What the task asks: Transcribe the entries exactly. Omit the pictures.

(Stored data)
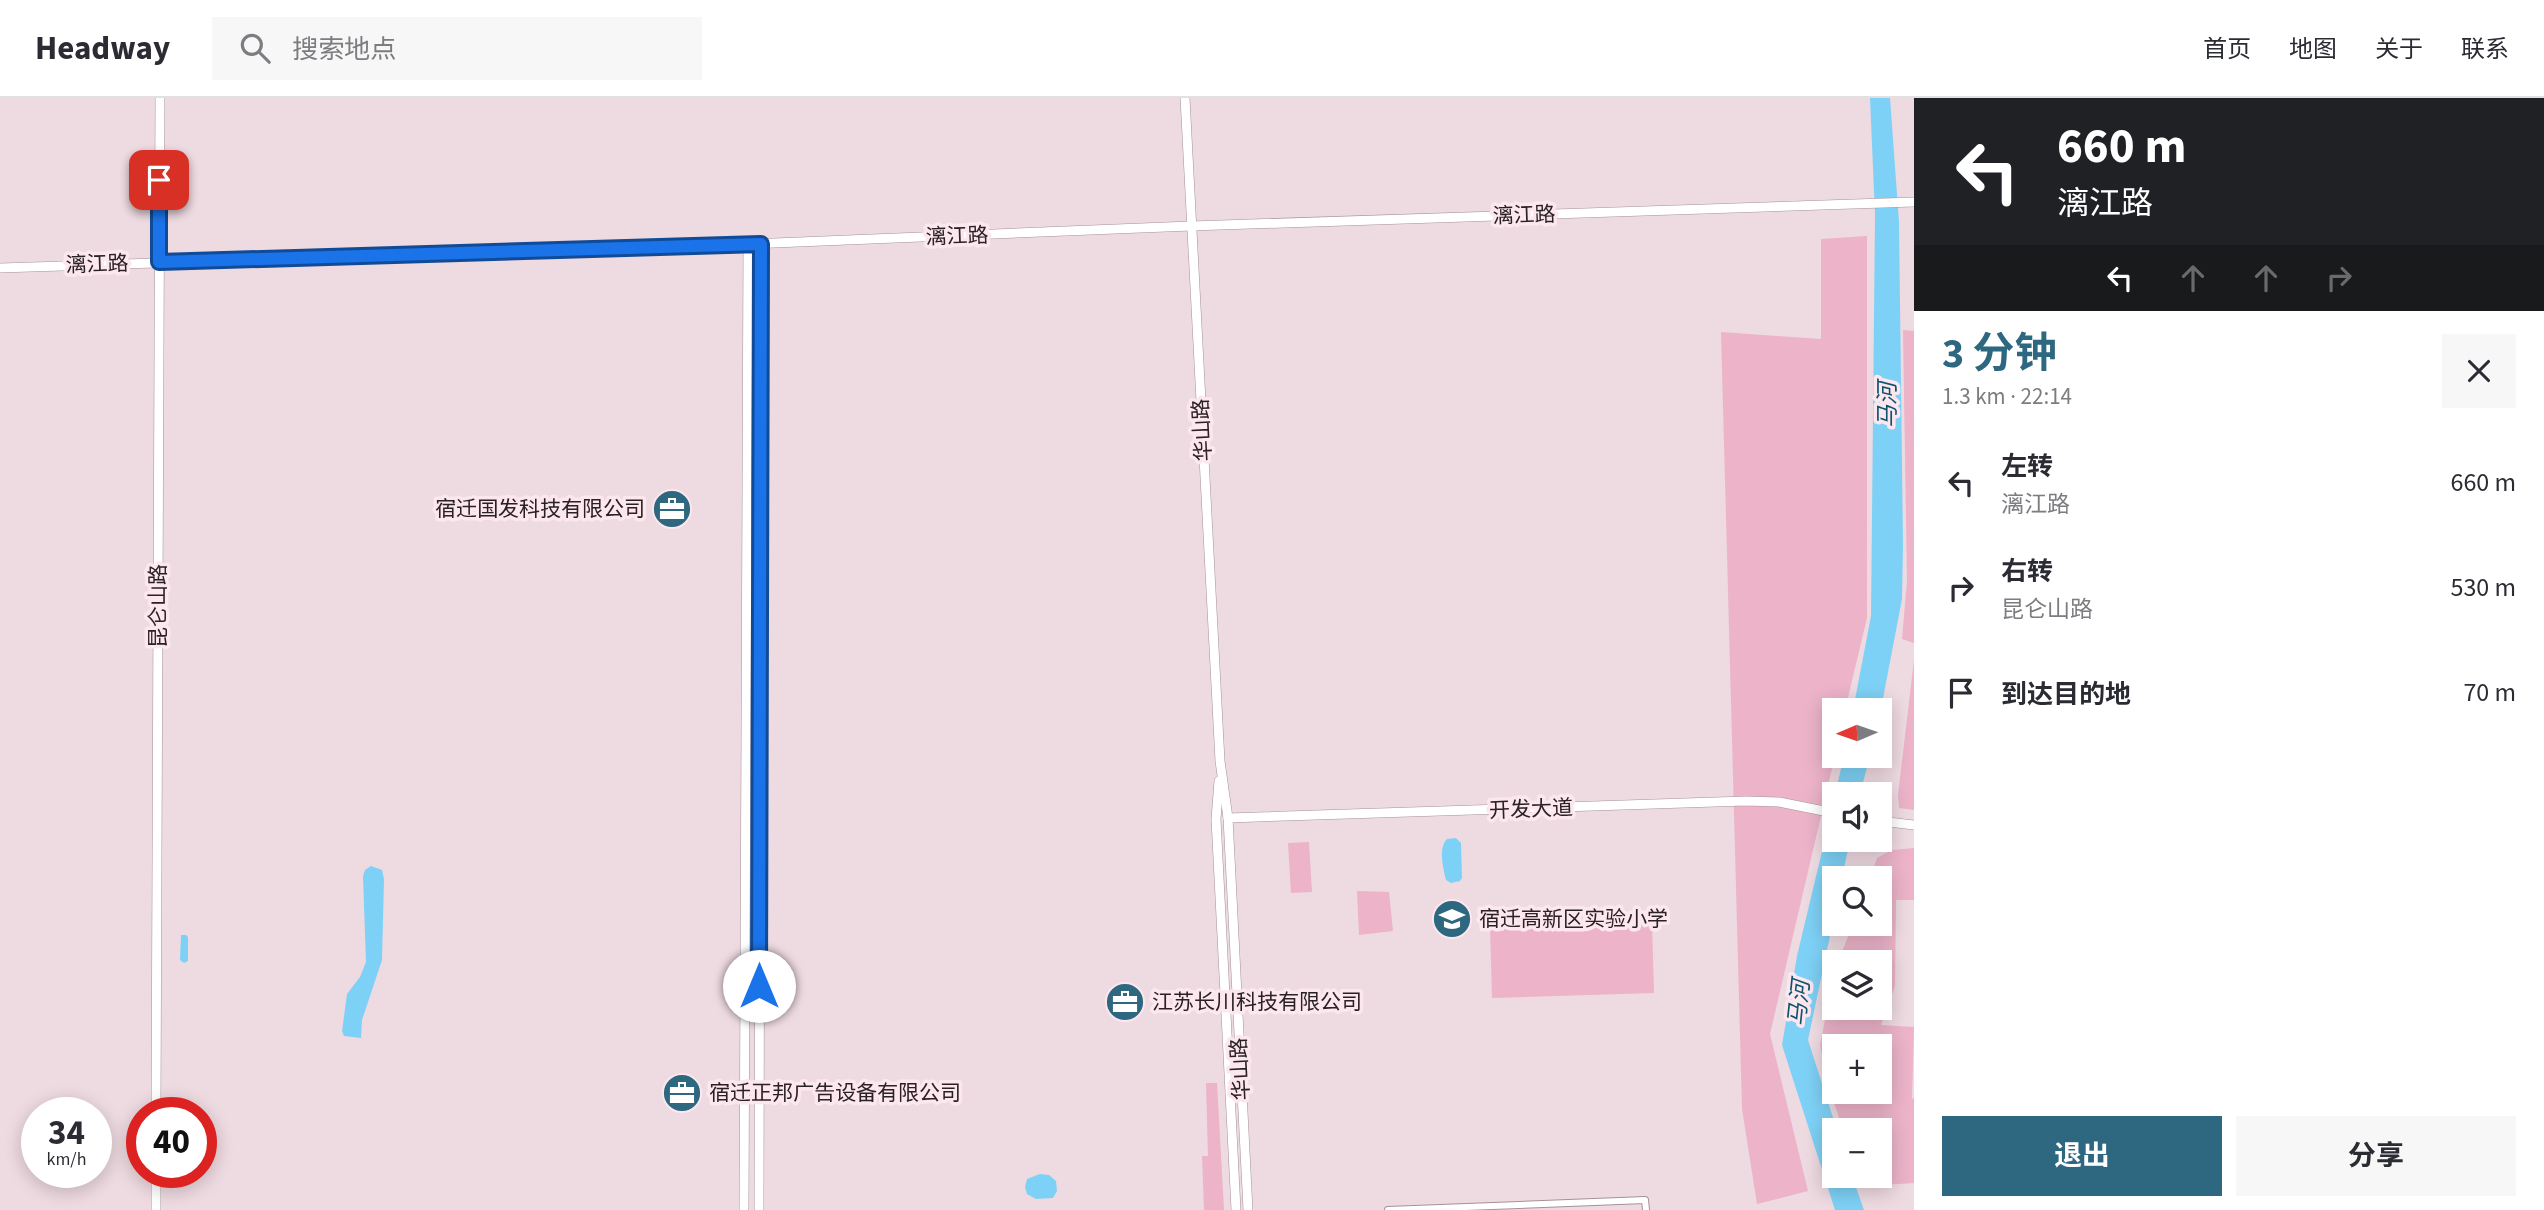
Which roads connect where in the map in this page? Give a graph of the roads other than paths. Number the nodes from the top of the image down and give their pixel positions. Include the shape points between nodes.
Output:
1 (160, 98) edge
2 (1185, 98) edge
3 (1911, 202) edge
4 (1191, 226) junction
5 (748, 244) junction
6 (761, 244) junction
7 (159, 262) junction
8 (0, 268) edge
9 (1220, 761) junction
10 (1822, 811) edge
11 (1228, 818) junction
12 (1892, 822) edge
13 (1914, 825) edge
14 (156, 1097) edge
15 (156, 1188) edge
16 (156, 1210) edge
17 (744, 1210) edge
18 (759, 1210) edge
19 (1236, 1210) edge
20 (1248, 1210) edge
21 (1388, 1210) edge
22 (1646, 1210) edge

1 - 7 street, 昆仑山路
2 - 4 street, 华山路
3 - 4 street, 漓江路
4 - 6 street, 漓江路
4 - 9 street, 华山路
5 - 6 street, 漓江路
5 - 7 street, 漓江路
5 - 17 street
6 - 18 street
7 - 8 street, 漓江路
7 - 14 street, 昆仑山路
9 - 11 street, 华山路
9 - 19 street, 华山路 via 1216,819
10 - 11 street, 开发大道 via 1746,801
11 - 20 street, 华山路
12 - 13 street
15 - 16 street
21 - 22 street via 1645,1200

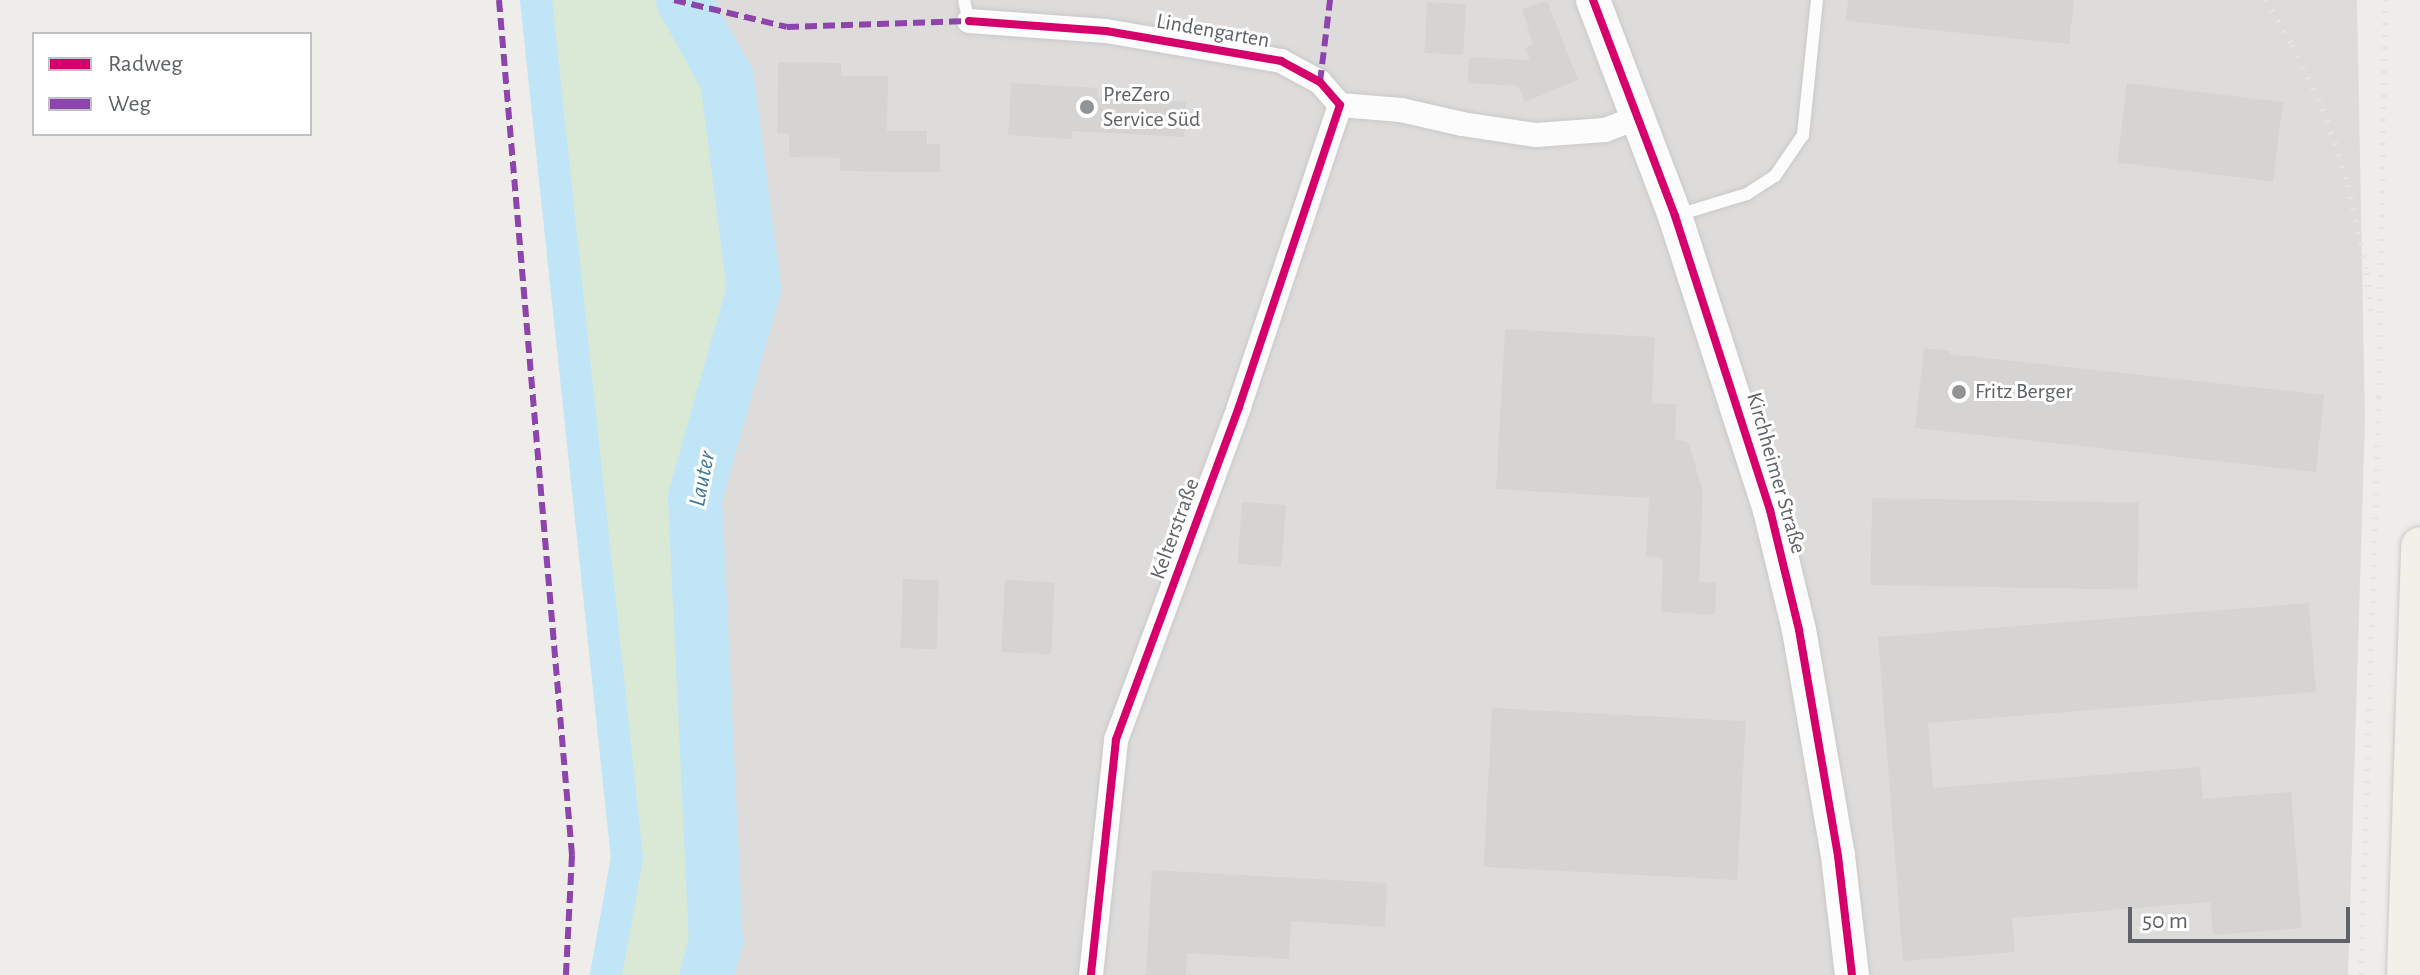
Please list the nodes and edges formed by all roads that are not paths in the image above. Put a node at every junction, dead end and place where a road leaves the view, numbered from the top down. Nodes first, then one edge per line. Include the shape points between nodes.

Response area:
Which roads connect where in the map in this page? Give a graph of the roads other than paths. Number the nodes from the top of the image down and give their pixel positions. Include the shape points between nodes.
Output:
1 (160, 98) edge
2 (1185, 98) edge
3 (1911, 202) edge
4 (1191, 226) junction
5 (748, 244) junction
6 (761, 244) junction
7 (159, 262) junction
8 (0, 268) edge
9 (1220, 761) junction
10 (1822, 811) edge
11 (1228, 818) junction
12 (1892, 822) edge
13 (1914, 825) edge
14 (156, 1097) edge
15 (156, 1188) edge
16 (156, 1210) edge
17 (744, 1210) edge
18 (759, 1210) edge
19 (1236, 1210) edge
20 (1248, 1210) edge
21 (1388, 1210) edge
22 (1646, 1210) edge

1 - 7 street, 昆仑山路
2 - 4 street, 华山路
3 - 4 street, 漓江路
4 - 6 street, 漓江路
4 - 9 street, 华山路
5 - 6 street, 漓江路
5 - 7 street, 漓江路
5 - 17 street
6 - 18 street
7 - 8 street, 漓江路
7 - 14 street, 昆仑山路
9 - 11 street, 华山路
9 - 19 street, 华山路 via 1216,819
10 - 11 street, 开发大道 via 1746,801
11 - 20 street, 华山路
12 - 13 street
15 - 16 street
21 - 22 street via 1645,1200

Please list the nodes and edges formed by all roads that are not paths in the image above. Put a node at every junction, dead end and place where a road leaves the view, numbered from the top down. Nodes first, then one edge per line. Include the shape points between nodes.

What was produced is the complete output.